## EXERCISE DETAILS
All of the records below are to be output exactly; no image belongs in the result.

━━━

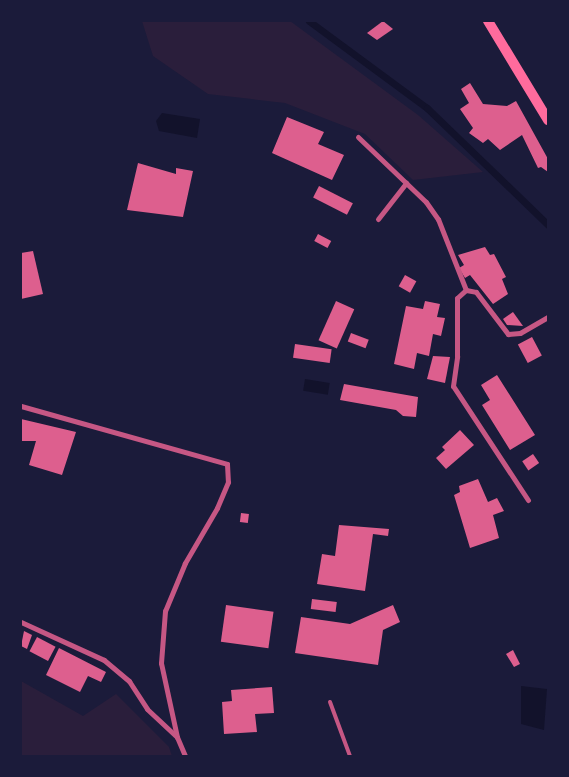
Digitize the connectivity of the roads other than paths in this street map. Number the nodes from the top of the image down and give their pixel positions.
1 (488, 21) edge
2 (548, 120) edge
3 (358, 137) dead end
4 (406, 183) junction
5 (378, 219) dead end
6 (466, 290) junction
7 (548, 317) edge
8 (21, 406) edge
9 (528, 500) dead end
10 (21, 622) edge
11 (330, 702) dead end
12 (177, 737) junction
13 (184, 756) edge
14 (350, 756) edge

1 - 2 main road
3 - 4 street
4 - 5 street
4 - 6 street
6 - 7 street
6 - 9 street
8 - 12 street
10 - 12 street
11 - 14 lane
12 - 13 street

━━━

## ANSWER SPACE
Digitize the connectivity of the roads other than paths in this street map. Number the nodes from the top of the image down and give their pixel positions.
1 (488, 21) edge
2 (548, 120) edge
3 (358, 137) dead end
4 (406, 183) junction
5 (378, 219) dead end
6 (466, 290) junction
7 (548, 317) edge
8 (21, 406) edge
9 (528, 500) dead end
10 (21, 622) edge
11 (330, 702) dead end
12 (177, 737) junction
13 (184, 756) edge
14 (350, 756) edge

1 - 2 main road
3 - 4 street
4 - 5 street
4 - 6 street
6 - 7 street
6 - 9 street
8 - 12 street
10 - 12 street
11 - 14 lane
12 - 13 street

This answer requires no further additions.